* [RAW DATA]:
((
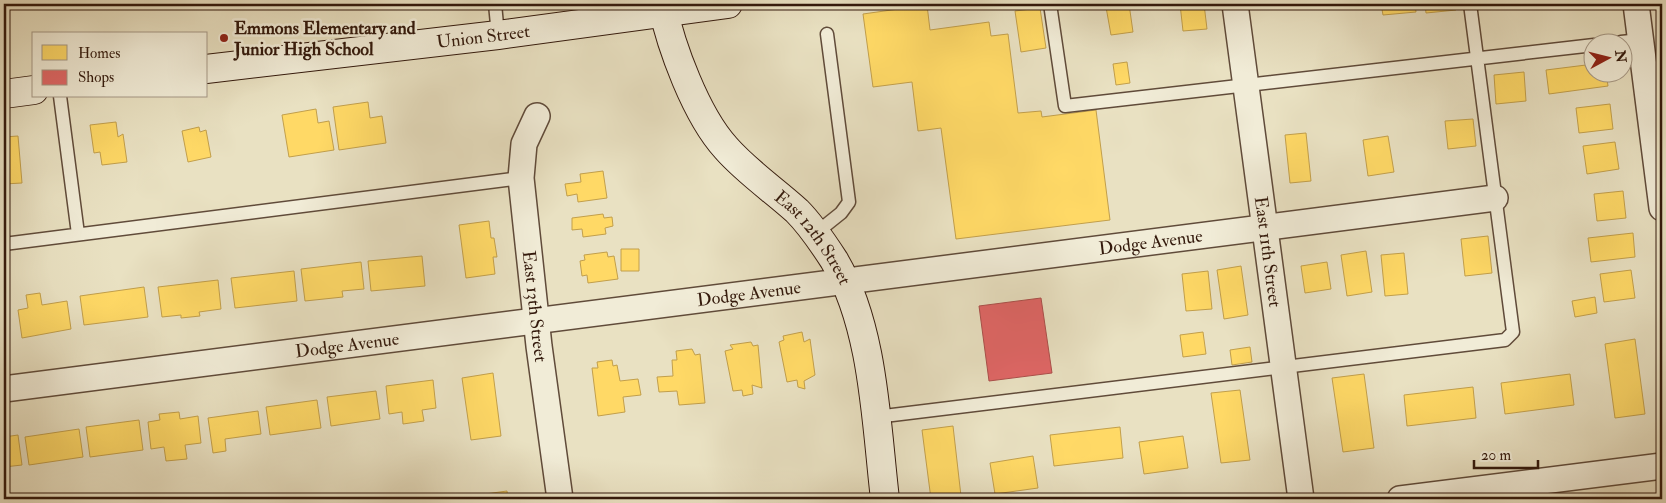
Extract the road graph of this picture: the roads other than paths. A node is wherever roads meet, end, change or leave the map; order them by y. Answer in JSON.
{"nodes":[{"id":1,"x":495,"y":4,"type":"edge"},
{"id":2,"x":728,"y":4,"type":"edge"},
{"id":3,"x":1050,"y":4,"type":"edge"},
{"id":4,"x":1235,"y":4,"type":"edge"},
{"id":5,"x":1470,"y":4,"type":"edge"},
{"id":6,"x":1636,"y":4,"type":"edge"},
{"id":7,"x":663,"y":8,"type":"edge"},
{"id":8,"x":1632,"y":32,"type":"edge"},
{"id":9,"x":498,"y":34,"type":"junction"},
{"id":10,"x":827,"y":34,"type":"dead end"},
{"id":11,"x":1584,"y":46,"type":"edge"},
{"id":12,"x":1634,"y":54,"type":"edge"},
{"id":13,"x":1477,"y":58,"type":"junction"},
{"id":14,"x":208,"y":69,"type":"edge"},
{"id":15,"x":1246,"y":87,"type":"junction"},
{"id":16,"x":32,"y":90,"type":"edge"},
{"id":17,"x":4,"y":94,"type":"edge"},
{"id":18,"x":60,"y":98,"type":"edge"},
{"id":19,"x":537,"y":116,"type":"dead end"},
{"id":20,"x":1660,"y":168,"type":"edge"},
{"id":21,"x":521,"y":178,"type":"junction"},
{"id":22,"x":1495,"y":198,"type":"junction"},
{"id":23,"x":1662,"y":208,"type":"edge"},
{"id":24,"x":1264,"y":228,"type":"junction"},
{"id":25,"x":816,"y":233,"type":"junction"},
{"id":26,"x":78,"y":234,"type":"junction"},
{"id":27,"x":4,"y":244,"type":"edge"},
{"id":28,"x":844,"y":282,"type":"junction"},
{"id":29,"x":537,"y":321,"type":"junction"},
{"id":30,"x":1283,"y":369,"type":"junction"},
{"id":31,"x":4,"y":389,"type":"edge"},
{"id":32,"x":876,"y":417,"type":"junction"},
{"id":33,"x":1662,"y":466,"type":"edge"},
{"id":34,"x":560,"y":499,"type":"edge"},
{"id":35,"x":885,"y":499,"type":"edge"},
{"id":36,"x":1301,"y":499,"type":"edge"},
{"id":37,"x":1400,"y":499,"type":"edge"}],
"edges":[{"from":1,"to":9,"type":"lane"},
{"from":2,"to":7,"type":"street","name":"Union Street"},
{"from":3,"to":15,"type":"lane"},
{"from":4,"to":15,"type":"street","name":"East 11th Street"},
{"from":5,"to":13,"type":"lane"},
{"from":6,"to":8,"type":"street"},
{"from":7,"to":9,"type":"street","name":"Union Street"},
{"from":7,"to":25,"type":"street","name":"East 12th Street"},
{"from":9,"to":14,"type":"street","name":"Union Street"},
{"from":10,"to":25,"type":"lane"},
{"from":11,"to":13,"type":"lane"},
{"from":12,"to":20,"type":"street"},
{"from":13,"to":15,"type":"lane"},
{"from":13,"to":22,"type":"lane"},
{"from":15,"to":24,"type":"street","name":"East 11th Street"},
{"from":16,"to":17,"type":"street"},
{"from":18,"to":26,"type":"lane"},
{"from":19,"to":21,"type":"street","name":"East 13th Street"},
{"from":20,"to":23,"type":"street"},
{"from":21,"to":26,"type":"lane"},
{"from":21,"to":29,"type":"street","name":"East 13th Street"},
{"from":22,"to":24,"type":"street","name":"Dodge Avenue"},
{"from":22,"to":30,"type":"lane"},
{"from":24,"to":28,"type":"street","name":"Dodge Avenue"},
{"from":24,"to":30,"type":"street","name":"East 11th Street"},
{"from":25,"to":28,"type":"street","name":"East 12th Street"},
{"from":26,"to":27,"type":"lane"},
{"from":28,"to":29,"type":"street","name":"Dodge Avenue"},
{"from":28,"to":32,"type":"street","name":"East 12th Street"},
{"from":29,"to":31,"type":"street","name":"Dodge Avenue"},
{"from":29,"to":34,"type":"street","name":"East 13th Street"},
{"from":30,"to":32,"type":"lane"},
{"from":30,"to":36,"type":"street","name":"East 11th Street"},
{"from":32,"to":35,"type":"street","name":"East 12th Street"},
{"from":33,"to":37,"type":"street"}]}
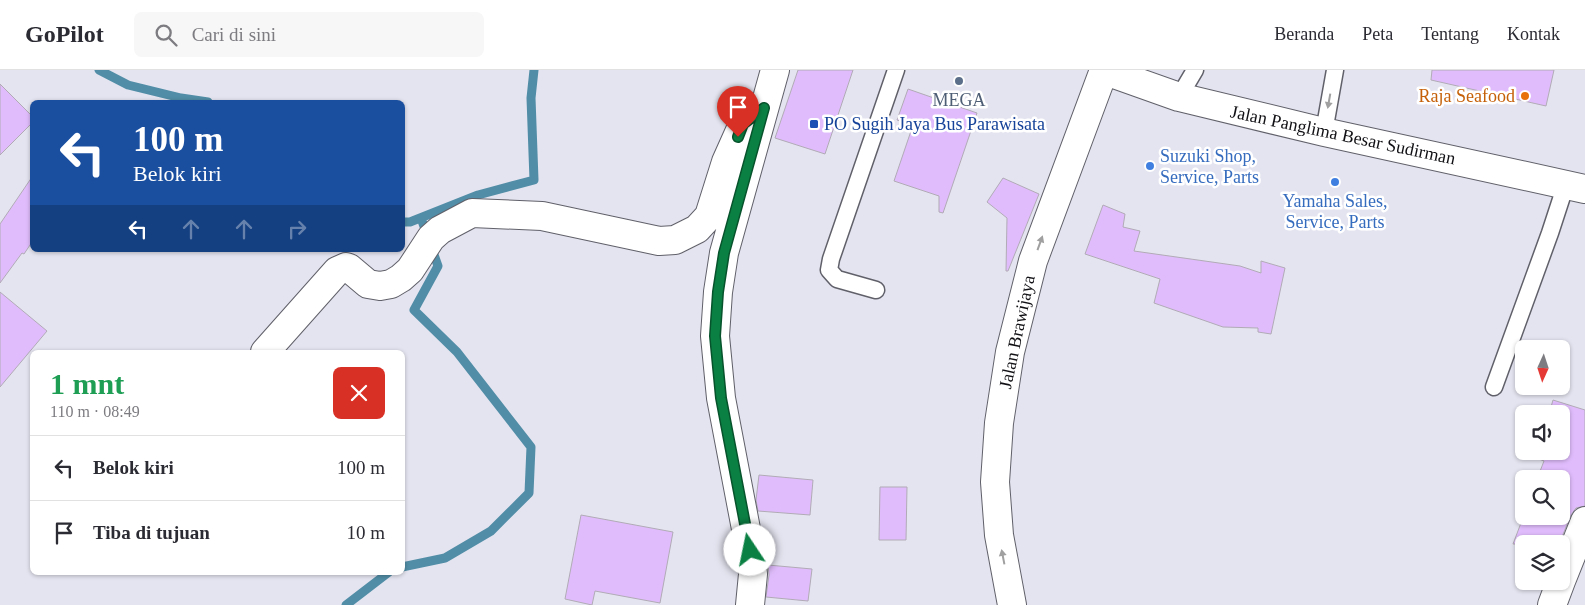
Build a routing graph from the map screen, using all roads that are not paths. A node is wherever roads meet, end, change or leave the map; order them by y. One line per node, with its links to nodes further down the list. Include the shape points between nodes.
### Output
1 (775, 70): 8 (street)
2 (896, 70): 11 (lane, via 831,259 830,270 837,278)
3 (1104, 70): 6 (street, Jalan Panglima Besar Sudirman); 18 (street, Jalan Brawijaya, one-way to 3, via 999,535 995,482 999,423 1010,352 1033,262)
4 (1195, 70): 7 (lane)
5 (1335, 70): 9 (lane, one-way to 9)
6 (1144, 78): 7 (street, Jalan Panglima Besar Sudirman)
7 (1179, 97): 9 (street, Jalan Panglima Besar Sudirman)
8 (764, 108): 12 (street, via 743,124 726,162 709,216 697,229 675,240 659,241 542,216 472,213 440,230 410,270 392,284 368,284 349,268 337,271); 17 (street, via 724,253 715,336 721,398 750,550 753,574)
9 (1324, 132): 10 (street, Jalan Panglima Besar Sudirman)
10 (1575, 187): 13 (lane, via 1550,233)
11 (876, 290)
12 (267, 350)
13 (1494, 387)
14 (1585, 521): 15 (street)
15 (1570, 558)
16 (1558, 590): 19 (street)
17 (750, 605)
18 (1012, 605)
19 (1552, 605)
))
Exact copy, no images: rewrite the entire listing above.

Extract the road graph of this picture: the roads other than paths. A node is wherever roads meet, end, change or leave the map; order them by y. Answer in JSON.
{"nodes":[{"id":1,"x":495,"y":4,"type":"edge"},
{"id":2,"x":728,"y":4,"type":"edge"},
{"id":3,"x":1050,"y":4,"type":"edge"},
{"id":4,"x":1235,"y":4,"type":"edge"},
{"id":5,"x":1470,"y":4,"type":"edge"},
{"id":6,"x":1636,"y":4,"type":"edge"},
{"id":7,"x":663,"y":8,"type":"edge"},
{"id":8,"x":1632,"y":32,"type":"edge"},
{"id":9,"x":498,"y":34,"type":"junction"},
{"id":10,"x":827,"y":34,"type":"dead end"},
{"id":11,"x":1584,"y":46,"type":"edge"},
{"id":12,"x":1634,"y":54,"type":"edge"},
{"id":13,"x":1477,"y":58,"type":"junction"},
{"id":14,"x":208,"y":69,"type":"edge"},
{"id":15,"x":1246,"y":87,"type":"junction"},
{"id":16,"x":32,"y":90,"type":"edge"},
{"id":17,"x":4,"y":94,"type":"edge"},
{"id":18,"x":60,"y":98,"type":"edge"},
{"id":19,"x":537,"y":116,"type":"dead end"},
{"id":20,"x":1660,"y":168,"type":"edge"},
{"id":21,"x":521,"y":178,"type":"junction"},
{"id":22,"x":1495,"y":198,"type":"junction"},
{"id":23,"x":1662,"y":208,"type":"edge"},
{"id":24,"x":1264,"y":228,"type":"junction"},
{"id":25,"x":816,"y":233,"type":"junction"},
{"id":26,"x":78,"y":234,"type":"junction"},
{"id":27,"x":4,"y":244,"type":"edge"},
{"id":28,"x":844,"y":282,"type":"junction"},
{"id":29,"x":537,"y":321,"type":"junction"},
{"id":30,"x":1283,"y":369,"type":"junction"},
{"id":31,"x":4,"y":389,"type":"edge"},
{"id":32,"x":876,"y":417,"type":"junction"},
{"id":33,"x":1662,"y":466,"type":"edge"},
{"id":34,"x":560,"y":499,"type":"edge"},
{"id":35,"x":885,"y":499,"type":"edge"},
{"id":36,"x":1301,"y":499,"type":"edge"},
{"id":37,"x":1400,"y":499,"type":"edge"}],
"edges":[{"from":1,"to":9,"type":"lane"},
{"from":2,"to":7,"type":"street","name":"Union Street"},
{"from":3,"to":15,"type":"lane"},
{"from":4,"to":15,"type":"street","name":"East 11th Street"},
{"from":5,"to":13,"type":"lane"},
{"from":6,"to":8,"type":"street"},
{"from":7,"to":9,"type":"street","name":"Union Street"},
{"from":7,"to":25,"type":"street","name":"East 12th Street"},
{"from":9,"to":14,"type":"street","name":"Union Street"},
{"from":10,"to":25,"type":"lane"},
{"from":11,"to":13,"type":"lane"},
{"from":12,"to":20,"type":"street"},
{"from":13,"to":15,"type":"lane"},
{"from":13,"to":22,"type":"lane"},
{"from":15,"to":24,"type":"street","name":"East 11th Street"},
{"from":16,"to":17,"type":"street"},
{"from":18,"to":26,"type":"lane"},
{"from":19,"to":21,"type":"street","name":"East 13th Street"},
{"from":20,"to":23,"type":"street"},
{"from":21,"to":26,"type":"lane"},
{"from":21,"to":29,"type":"street","name":"East 13th Street"},
{"from":22,"to":24,"type":"street","name":"Dodge Avenue"},
{"from":22,"to":30,"type":"lane"},
{"from":24,"to":28,"type":"street","name":"Dodge Avenue"},
{"from":24,"to":30,"type":"street","name":"East 11th Street"},
{"from":25,"to":28,"type":"street","name":"East 12th Street"},
{"from":26,"to":27,"type":"lane"},
{"from":28,"to":29,"type":"street","name":"Dodge Avenue"},
{"from":28,"to":32,"type":"street","name":"East 12th Street"},
{"from":29,"to":31,"type":"street","name":"Dodge Avenue"},
{"from":29,"to":34,"type":"street","name":"East 13th Street"},
{"from":30,"to":32,"type":"lane"},
{"from":30,"to":36,"type":"street","name":"East 11th Street"},
{"from":32,"to":35,"type":"street","name":"East 12th Street"},
{"from":33,"to":37,"type":"street"}]}
Build a routing graph from the map screen, using all roads that are not paths. A node is wherever roads meet, end, change or leave the map; order them by y. One line per node, with its links to nodes further down the list. Include the shape points between nodes.
### Output
1 (775, 70): 8 (street)
2 (896, 70): 11 (lane, via 831,259 830,270 837,278)
3 (1104, 70): 6 (street, Jalan Panglima Besar Sudirman); 18 (street, Jalan Brawijaya, one-way to 3, via 999,535 995,482 999,423 1010,352 1033,262)
4 (1195, 70): 7 (lane)
5 (1335, 70): 9 (lane, one-way to 9)
6 (1144, 78): 7 (street, Jalan Panglima Besar Sudirman)
7 (1179, 97): 9 (street, Jalan Panglima Besar Sudirman)
8 (764, 108): 12 (street, via 743,124 726,162 709,216 697,229 675,240 659,241 542,216 472,213 440,230 410,270 392,284 368,284 349,268 337,271); 17 (street, via 724,253 715,336 721,398 750,550 753,574)
9 (1324, 132): 10 (street, Jalan Panglima Besar Sudirman)
10 (1575, 187): 13 (lane, via 1550,233)
11 (876, 290)
12 (267, 350)
13 (1494, 387)
14 (1585, 521): 15 (street)
15 (1570, 558)
16 (1558, 590): 19 (street)
17 (750, 605)
18 (1012, 605)
19 (1552, 605)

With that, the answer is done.